Numerical Study of Turbulent Flow and Heat Transfer in A Novel Design of Serpentine Channel Coupled with D-Shaped Jaggedness Using Hybrid Nanofluid

Abstract

This study aimed to examine numerically the effects of a dimpled surface over a mini-channel heat exchanger on the flow characteristics and heat transfer across a serpentine channel with a uniform rectangular cross-section. The dimples were arranged in parallel with a spanwise (y/d) distance of 3.125 and streamwise (x/d) distance of 11.25 along just one side of the serpentine channel's surface. Turbulent flow regime with Reynolds number ranging from 5x103 to 20x103 in the channel with surface modification was studied using water and various volume concentrations (φ = 0.1%, 0.33%, 0.75%, 1%) of Al2O3-Cu/water hybrid nanofluid as the coolant to achieve a three-step passive heat transfer enhancement.
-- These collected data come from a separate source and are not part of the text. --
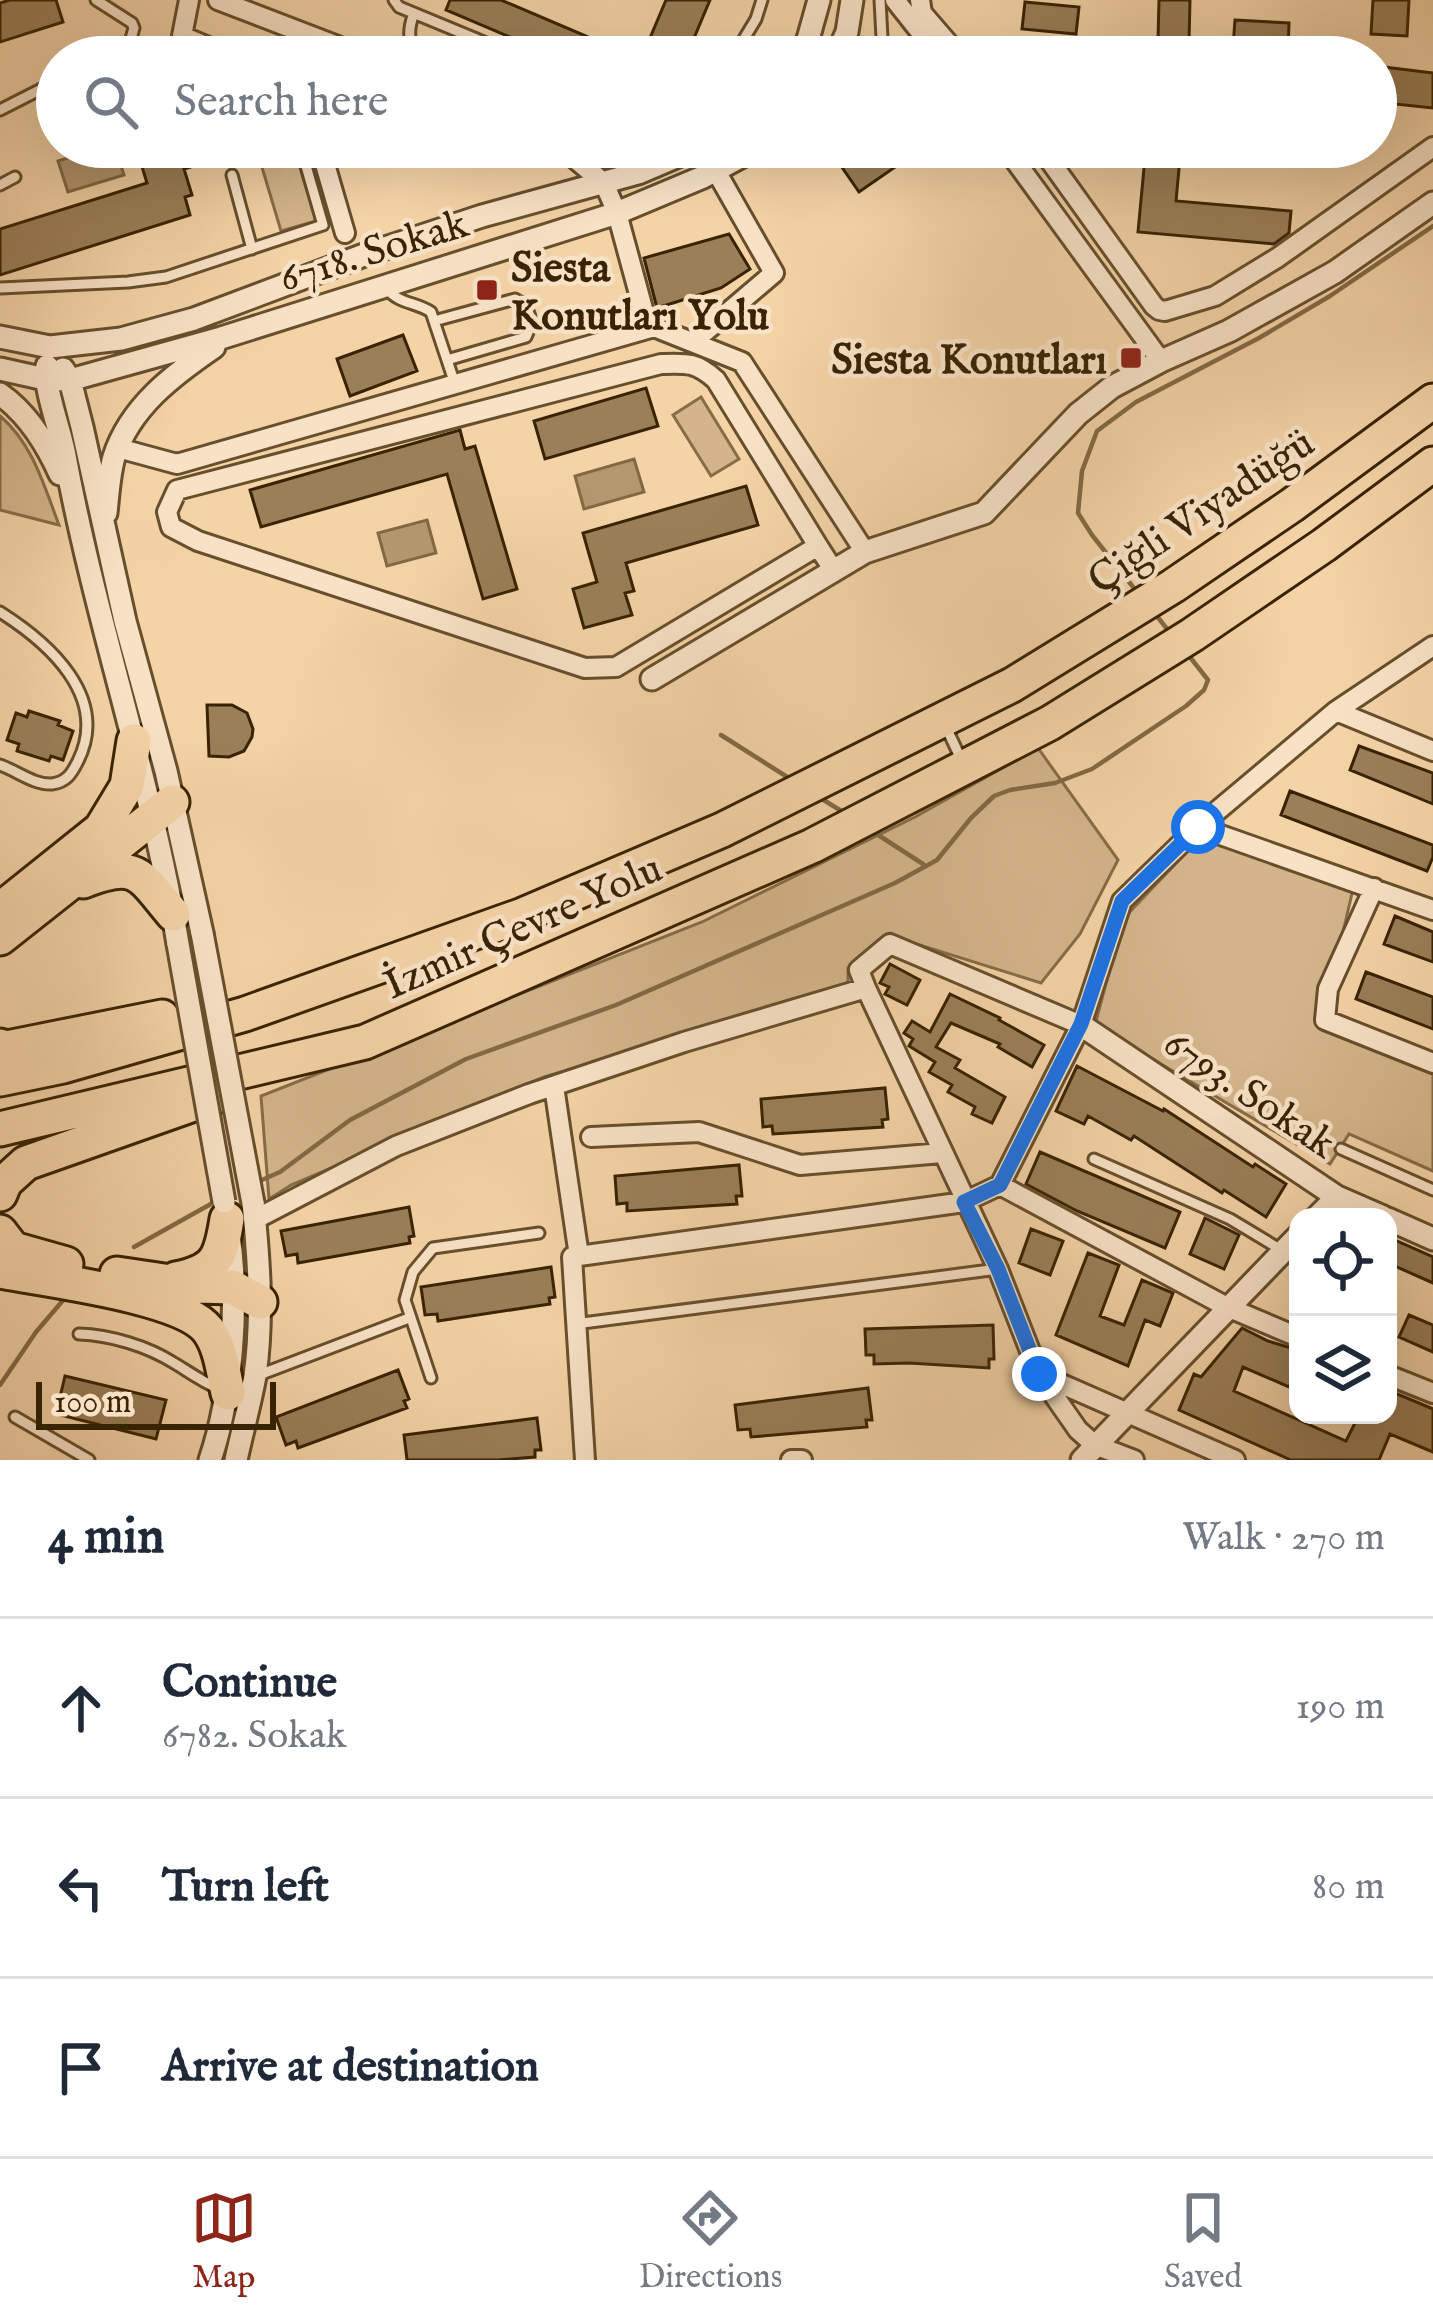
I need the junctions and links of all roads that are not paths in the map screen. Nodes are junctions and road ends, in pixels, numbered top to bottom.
1 (96, 0) edge
2 (189, 0) edge
3 (218, 0) edge
4 (394, 0) edge
5 (762, 0) edge
6 (819, 0) edge
7 (852, 0) edge
8 (880, 0) edge
9 (896, 0) edge
10 (920, 0) edge
11 (415, 14) junction
12 (132, 36) edge
13 (182, 36) edge
14 (311, 36) edge
15 (409, 36) edge
16 (469, 36) edge
17 (746, 36) edge
18 (809, 36) edge
19 (845, 36) edge
20 (883, 36) edge
21 (924, 36) edge
22 (942, 36) edge
23 (36, 92) edge
24 (0, 110) edge
25 (1433, 147) edge
26 (313, 168) edge
27 (318, 168) edge
28 (587, 168) edge
29 (650, 168) edge
30 (721, 168) edge
31 (1020, 168) edge
32 (1055, 168) edge
33 (716, 171) junction
34 (232, 175) dead end
35 (15, 177) dead end
36 (604, 182) junction
37 (0, 185) edge
38 (1433, 203) edge
39 (617, 213) junction
40 (345, 233) dead end
41 (252, 249) junction
42 (385, 286) junction
43 (0, 288) edge
44 (434, 321) junction
45 (654, 327) junction
46 (235, 333) junction
47 (0, 338) edge
48 (693, 342) junction
49 (50, 347) junction
50 (447, 359) junction
51 (1161, 361) junction
52 (0, 369) edge
53 (1433, 377) edge
54 (45, 379) junction
55 (70, 380) junction
56 (455, 384) junction
57 (0, 394) edge
58 (1433, 401) edge
59 (118, 448) junction
60 (1433, 464) edge
61 (1433, 480) edge
62 (73, 502) junction
63 (1292, 505) junction
64 (104, 525) junction
65 (818, 545) junction
66 (1324, 545) junction
67 (866, 553) junction
68 (834, 571) junction
69 (0, 612) edge
70 (1433, 646) edge
71 (652, 679) dead end
72 (1012, 686) joint
73 (1336, 710) junction
74 (943, 722) junction
75 (134, 741) junction
76 (1433, 751) edge
77 (0, 765) edge
78 (966, 769) junction
79 (157, 808) junction
80 (1198, 827) junction
81 (100, 829) junction
82 (65, 888) junction
83 (1374, 888) junction
84 (0, 910) edge
85 (1433, 910) edge
86 (524, 915) junction
87 (175, 929) junction
88 (0, 938) edge
89 (866, 988) junction
90 (1081, 1024) junction
91 (364, 1042) junction
92 (0, 1046) edge
93 (1433, 1063) edge
94 (0, 1078) edge
95 (554, 1086) junction
96 (0, 1129) edge
97 (591, 1137) dead end
98 (1341, 1149) dead end
99 (942, 1153) junction
100 (1094, 1160) dead end
101 (1000, 1185) junction
102 (1433, 1190) edge
103 (0, 1194) edge
104 (1337, 1197) junction
105 (964, 1202) junction
106 (1326, 1208) edge
107 (1363, 1208) edge
108 (239, 1211) junction
109 (1397, 1223) edge
110 (0, 1232) edge
111 (539, 1233) dead end
112 (1433, 1239) edge
113 (1289, 1244) edge
114 (1289, 1245) edge
115 (579, 1256) junction
116 (998, 1269) junction
117 (0, 1271) edge
118 (175, 1295) junction
119 (242, 1301) junction
120 (1227, 1307) junction
121 (409, 1318) junction
122 (575, 1324) junction
123 (1289, 1333) edge
124 (79, 1334) dead end
125 (1039, 1374) junction
126 (431, 1378) dead end
127 (1397, 1379) edge
128 (241, 1385) junction
129 (1433, 1393) edge
130 (1127, 1413) junction
131 (15, 1417) dead end
132 (1088, 1452) edge
133 (89, 1460) edge
134 (210, 1460) edge
135 (236, 1460) edge
136 (585, 1460) edge
137 (791, 1460) edge
138 (802, 1460) edge
139 (1134, 1460) edge
140 (1235, 1460) edge

1 - 12 lane
2 - 13 street
3 - 14 street
4 - 11 lane
5 - 17 lane
6 - 18 street
7 - 19 street
8 - 20 lane
9 - 21 street
10 - 22 street
11 - 15 lane
11 - 16 lane
23 - 24 lane
25 - 32 street
26 - 41 lane
27 - 40 street
28 - 36 street
29 - 36 street, 6718. Sokak
30 - 33 street, 6718. Sokak
31 - 51 street
33 - 39 street, 6718. Sokak
33 - 48 street
34 - 41 lane
35 - 37 lane
36 - 39 street
36 - 49 street, 6718. Sokak
38 - 51 street
39 - 42 street, 6718. Sokak
39 - 45 street
41 - 43 lane
42 - 44 lane
42 - 46 street, 6718. Sokak
44 - 50 lane
44 - 50 lane
45 - 48 street
45 - 56 street
46 - 55 street, 6718. Sokak
46 - 59 street
47 - 49 street, 6718. Sokak
48 - 67 street
49 - 54 street
49 - 55 street
50 - 56 lane
51 - 67 street
52 - 54 street, 6718. Sokak
53 - 63 highway
54 - 55 street, 6718. Sokak
54 - 62 street
55 - 64 street
56 - 59 street
57 - 62 street
58 - 63 highway, Çiğli Viyadüğü
59 - 64 street
60 - 66 highway
61 - 66 highway
62 - 75 street
63 - 72 highway, Çiğli Viyadüğü
64 - 79 street
65 - 65 street
65 - 68 street
66 - 78 highway, İzmir Çevre Yolu
67 - 68 street
68 - 71 street
69 - 77 lane
70 - 73 street
72 - 74 highway, İzmir Çevre Yolu
73 - 76 street
73 - 80 street
74 - 78 lane
74 - 86 highway, İzmir Çevre Yolu
75 - 79 street
75 - 81 highway
78 - 91 highway, İzmir Çevre Yolu
79 - 81 highway
79 - 82 highway
79 - 87 street
79 - 108 street, bridge
80 - 83 street
80 - 90 street
81 - 84 highway
82 - 87 highway
82 - 88 highway
83 - 85 street
83 - 93 street
86 - 92 highway
86 - 94 highway, İzmir Çevre Yolu
87 - 108 street, bridge
89 - 90 street
89 - 95 street
89 - 99 street
90 - 101 street
90 - 104 street, 6793. Sokak
91 - 96 highway, İzmir Çevre Yolu
91 - 103 highway
95 - 108 street
95 - 115 street
97 - 99 street
98 - 102 lane
99 - 105 street
100 - 113 lane
101 - 105 street
101 - 120 street
104 - 106 street
104 - 107 street, 6793. Sokak
105 - 115 street
105 - 116 street
108 - 118 highway
108 - 119 street
108 - 119 street
109 - 112 street, 6793. Sokak
110 - 118 highway
111 - 121 lane
114 - 120 street
115 - 122 street
116 - 122 lane
116 - 125 street
117 - 118 highway
118 - 119 highway
118 - 128 highway
119 - 128 street
120 - 123 street
120 - 130 street
121 - 126 lane
121 - 128 lane
122 - 136 street
124 - 128 lane
125 - 130 street
125 - 132 street
127 - 129 street
128 - 134 street
128 - 135 street
130 - 132 street
130 - 140 street
131 - 133 lane
132 - 139 street
137 - 138 street

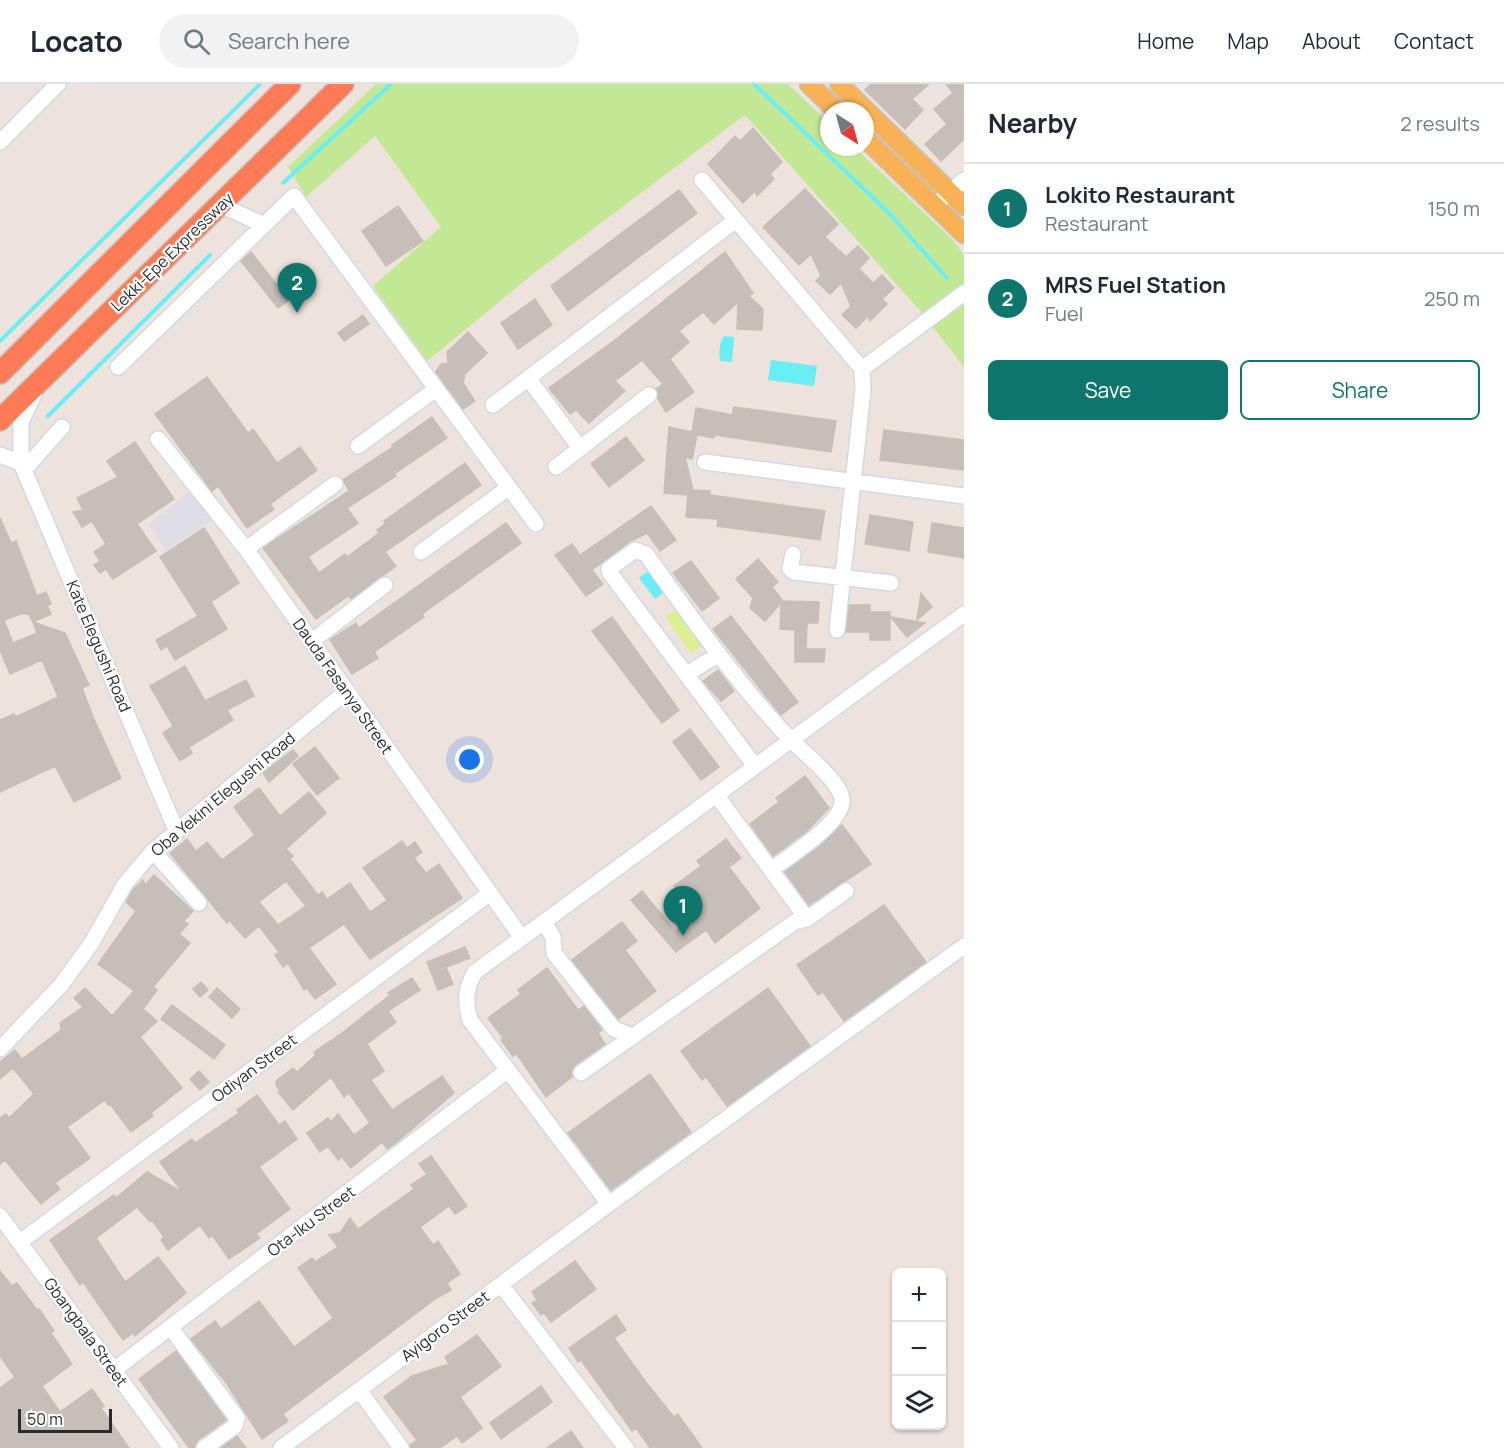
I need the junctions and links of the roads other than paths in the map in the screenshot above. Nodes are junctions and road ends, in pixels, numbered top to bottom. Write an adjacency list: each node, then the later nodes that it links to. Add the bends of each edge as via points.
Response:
1 (58, 84): 7 (street)
2 (290, 84): 20 (highway)
3 (342, 84): 11 (highway, Lekki-Epe Expressway)
4 (809, 84): 6 (main road)
5 (839, 84): 10 (main road)
6 (828, 102)
7 (0, 142)
8 (874, 147): 12 (main road)
9 (702, 180): 14 (street)
10 (957, 186): 12 (street); 13 (main road)
11 (221, 204): 15 (street); 21 (highway, Lekki-Epe Expressway)
12 (935, 206): 16 (main road)
13 (964, 207)
14 (736, 220): 19 (street); 22 (street)
15 (264, 225): 18 (street); 23 (street, via 294,196)
16 (964, 234)
17 (964, 293): 19 (street)
18 (118, 367)
19 (862, 369): 35 (street)
20 (0, 373)
21 (45, 376): 26 (highway, Lekki-Epe Expressway); 33 (street, Kate Elegushi Road, via 27,404 21,422)
22 (528, 378): 25 (street); 30 (street)
23 (436, 389): 29 (street); 37 (street)
24 (649, 395): 30 (street)
25 (493, 405)
26 (0, 420)
27 (62, 427): 33 (street)
28 (159, 439): 40 (street, Dauda Fasanya Street)
29 (358, 446)
30 (580, 448): 34 (street)
31 (0, 455): 33 (street)
32 (705, 462): 35 (street)
33 (22, 466): 55 (street, Kate Elegushi Road)
34 (556, 467)
35 (852, 480): 38 (street); 43 (street)
36 (335, 484): 40 (street)
37 (508, 488): 39 (street); 41 (street)
38 (964, 496)
39 (536, 524)
40 (246, 549): 48 (street, Dauda Fasanya Street)
41 (421, 552)
42 (793, 554): 43 (street, via 792,571)
43 (843, 578): 44 (street); 47 (street)
44 (891, 583)
45 (386, 585): 48 (street)
46 (964, 614): 52 (street)
47 (837, 630)
48 (312, 642): 51 (street, Dauda Fasanya Street)
49 (719, 654): 50 (street); 50 (street, via 646,554 635,550 609,569 610,573); 52 (street)
50 (687, 674): 53 (street)
51 (347, 691): 55 (street, Oba Yekini Elegushi Road); 59 (street, Dauda Fasanya Street)
52 (790, 739): 53 (street); 57 (street, via 840,789 843,801 829,825)
53 (754, 766): 54 (street)
54 (717, 796): 57 (street); 62 (street)
55 (176, 830): 56 (street, Oba Yekini Elegushi Road)
56 (153, 851): 60 (street); 66 (street, Oba Yekini Elegushi Road, via 125,884 92,944 61,985)
57 (771, 870): 61 (street)
58 (846, 891): 61 (street)
59 (489, 894): 63 (street, Dauda Fasanya Street); 71 (street, Odiyan Street)
60 (199, 903)
61 (807, 920): 65 (street, via 796,921)
62 (544, 922): 63 (street); 65 (street, via 553,938 554,953 614,1029)
63 (522, 938): 67 (street, via 474,972 466,988 470,1020)
64 (964, 946): 69 (street, Ayigoro Street)
65 (632, 1036): 68 (street)
66 (0, 1049)
67 (508, 1070): 69 (street); 73 (street, Ota-Iku Street)
68 (581, 1073)
69 (609, 1204): 72 (street, Ayigoro Street)
70 (0, 1216): 71 (street, Gbangbala Street)
71 (20, 1242): 74 (street, Gbangbala Street)
72 (501, 1285): 75 (street, Ayigoro Street); 80 (street)
73 (171, 1328): 74 (street, Ota-Iku Street); 77 (street, via 237,1418 235,1426)
74 (114, 1370): 76 (street, Gbangbala Street)
75 (359, 1390): 78 (street, Ayigoro Street); 79 (street)
76 (171, 1448)
77 (204, 1448)
78 (281, 1448)
79 (401, 1448)
80 (626, 1448)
Applying the Finite Volume Method (FVM), RNG k-ε turbulence model, and a constant heat flux of 50kW/m2 , simulations were run assuming the mixture of Al2O3-Cu nanoparticles homogenous using ANSYS 2020 R1. The second-order upwind approach is used for approximation of solution and discretization with SIMPLE pressure-velocity coupling. Taking heat transfer increment and pressure drop penalty into consideration, the dimpled serpentine channel provides a 147% improvement in thermal efficiency using water as the coolant, and the dimpled channel with 1% vol. Al2O3-Cu/water nanofluid enhanced thermal efficiency by a remarkable maximum of 267% at Re 5x103 . The study also indicates that thermal efficiency increased with an increasing volume concentration of the nanofluid and increment in thermal efficiency gradually decreased as the Re increased. Such kind of improvement in thermal performance is extremely desirable in the current era of powerful and compact electrical devices which need better cooling and have small space for a heat exchanger.